Der Bundesminister der Finanzen begründet die von ihm entworfene Stellungnahme der Bundesregierung zu den Änderungsvorschlägen des Bundesrates nach seiner schriftlichen Vorlage 52. Er wendet sich gegen die in Punkt 7 der Vorschläge des Bundesrates empfohlene Befreiung der Siedlerstellen und sonstiger land- und forstwirtschaftlicher Betriebe von der Grundsteuer. Wenn auch die Förderungsbedürftigkeit der Siedlerstellen anerkannt werden müsse, so scheine doch die Befreiung von der Grundsteuer nicht als der richtige Weg, die Förderung zu verwirklichen. Die Grundsteuer gehöre zu den laufenden Unkosten des Betriebes. Die Gemeinden seien auf den Ertrag der Grundsteuer angewiesen. Auch aus grundsätzlichen Erwägungen müsse man davon abkommen, Förderungsmaßnahmen auf dem bequemen, aber finanz- und wirtschaftspolitisch nicht vertretbaren Weg der Steuerbegünstigung zu verwirklichen. Der Bundesminister für Vertriebene erinnert daran, daß es sich ja nur um eine Ermächtigung an die Landesregierungen handele, denen es unbenommen bleibe, die Interessen der Gemeinden zu berücksichtigen.

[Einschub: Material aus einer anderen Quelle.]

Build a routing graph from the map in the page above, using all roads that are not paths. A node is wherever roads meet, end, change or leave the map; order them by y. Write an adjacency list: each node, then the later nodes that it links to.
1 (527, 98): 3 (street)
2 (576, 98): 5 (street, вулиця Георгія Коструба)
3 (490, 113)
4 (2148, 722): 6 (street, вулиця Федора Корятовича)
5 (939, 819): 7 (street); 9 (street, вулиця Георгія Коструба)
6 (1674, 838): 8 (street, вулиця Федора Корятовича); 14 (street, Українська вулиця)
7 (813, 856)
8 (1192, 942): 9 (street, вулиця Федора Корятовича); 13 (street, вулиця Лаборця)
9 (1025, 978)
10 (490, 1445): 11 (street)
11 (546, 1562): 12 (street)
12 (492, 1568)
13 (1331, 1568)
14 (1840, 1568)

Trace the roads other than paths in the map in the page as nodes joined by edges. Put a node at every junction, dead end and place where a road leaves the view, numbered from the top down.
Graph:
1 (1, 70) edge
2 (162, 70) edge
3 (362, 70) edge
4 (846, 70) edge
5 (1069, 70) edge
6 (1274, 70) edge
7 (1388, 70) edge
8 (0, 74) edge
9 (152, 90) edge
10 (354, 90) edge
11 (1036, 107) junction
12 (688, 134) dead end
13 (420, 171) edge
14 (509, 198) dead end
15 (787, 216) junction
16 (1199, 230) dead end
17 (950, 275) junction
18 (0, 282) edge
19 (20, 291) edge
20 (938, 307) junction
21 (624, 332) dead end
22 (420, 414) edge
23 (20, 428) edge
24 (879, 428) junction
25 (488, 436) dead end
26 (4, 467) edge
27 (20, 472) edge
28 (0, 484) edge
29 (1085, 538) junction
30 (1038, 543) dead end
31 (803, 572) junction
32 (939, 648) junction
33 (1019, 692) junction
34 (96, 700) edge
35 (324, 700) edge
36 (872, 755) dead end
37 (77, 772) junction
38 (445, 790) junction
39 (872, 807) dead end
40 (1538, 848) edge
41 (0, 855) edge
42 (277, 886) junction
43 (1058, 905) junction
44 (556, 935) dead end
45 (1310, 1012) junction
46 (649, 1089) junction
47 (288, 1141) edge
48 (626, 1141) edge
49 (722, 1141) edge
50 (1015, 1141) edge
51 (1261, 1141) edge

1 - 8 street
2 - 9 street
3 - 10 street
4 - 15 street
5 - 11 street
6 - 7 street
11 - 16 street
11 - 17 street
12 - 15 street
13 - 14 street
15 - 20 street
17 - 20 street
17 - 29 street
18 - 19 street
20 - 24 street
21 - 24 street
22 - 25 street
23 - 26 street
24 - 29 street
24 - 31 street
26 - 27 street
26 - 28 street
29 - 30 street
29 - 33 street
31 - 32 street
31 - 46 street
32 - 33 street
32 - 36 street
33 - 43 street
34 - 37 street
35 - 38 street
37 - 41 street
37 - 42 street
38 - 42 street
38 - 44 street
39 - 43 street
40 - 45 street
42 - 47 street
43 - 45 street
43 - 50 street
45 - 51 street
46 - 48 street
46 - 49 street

Der Bundesminister für Ernährung, Landwirtschaft und Forsten teilt diesen Standpunkt und meint, daß man bei positiven Förderungsmaßnahmen großzügiger sein müsse, wenn sich der Standpunkt des Bundesministers der Finanzen durchsetze. Der Bundesminister für den Marshallplan unterstützt die Auffassung des Bundesministers der Finanzen und macht geltend, daß bei Steuerbefreiungen die psychologischen Wirkungen nicht eintreten, weil die Förderung, die in der Steuerbefreiung liege, zu wenig in Erscheinung trete.

Die Mehrheit der Kabinettsmitglieder billigt den vom Bundesminister der Finanzen zu Punkt 7 der Vorschläge dargelegten Standpunkt.

Der Bundesminister der Justiz hält den zu Punkt 8 der Vorschläge des Bundesrates vertretenen Standpunkt des Bundesministers der Finanzen zwar sachlich für richtig, verfassungsrechtlich aber für bedenklich, weil der Bund den Ländern keine Lasten auferlegen könne 53. Der Bundesminister der Finanzen wird die verfassungsrechtliche Frage zu Punkt 8 der Vorschläge nochmals prüfen. Wenn eine bessere Lösung nicht gefunden werden kann, müsse es notgedrungen bei der Fassung der Regierungsvorlage bleiben 54.

Das Kabinett genehmigt mit dieser Maßgabe die Vorlage 55.

Tagesordnung vom 9.1.1951

Fußnoten

52

Vgl. 107. Sitzung am 31. Okt. 1950 TOP 4. - Vorlage des BMF vom 13. Dez. 1950 zu BR-Drs. Nr. 947/50 in B 136/2276 und B 126/5943.

53

Der BMF hatte den Vorschlag des BR, die zuvor vom Reich getragenen Vergünstigungen für Arbeiterwohnstätten nicht aus Landes-, sondern aus Bundesmitteln zu finanzieren, abgelehnt.

54

Der Text wurde nicht geändert.

55

BT-Drs. Nr. 1787. Gesetz vom 10. Aug. 1951 (BGBl. I 515).